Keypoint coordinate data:

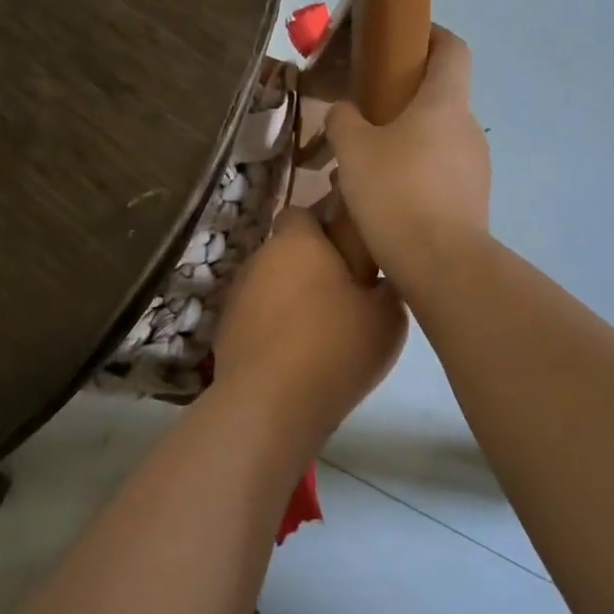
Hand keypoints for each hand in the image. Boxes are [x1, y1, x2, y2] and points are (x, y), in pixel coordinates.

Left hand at [211, 207, 406, 444]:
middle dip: (310, 265)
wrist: (271, 401)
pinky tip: (294, 355)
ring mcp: (238, 292)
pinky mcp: (225, 326)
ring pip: (270, 282)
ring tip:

# EXERCISE PROMPT
Retype the whole of the data verbatim. Skip every picture.

# OUTPUT BELOW
Hand keypoints for each hand in the image. Boxes are [x1, y1, x2, y2] and points are (x, y), in pixel coordinates.

Left hand at [211, 207, 406, 444]:
middle dip: (310, 265)
wrist: (271, 401)
pinky tip: (294, 355)
ring mcp: (238, 292)
pinky mcp: (225, 326)
ring pip: (270, 282)
ring tip:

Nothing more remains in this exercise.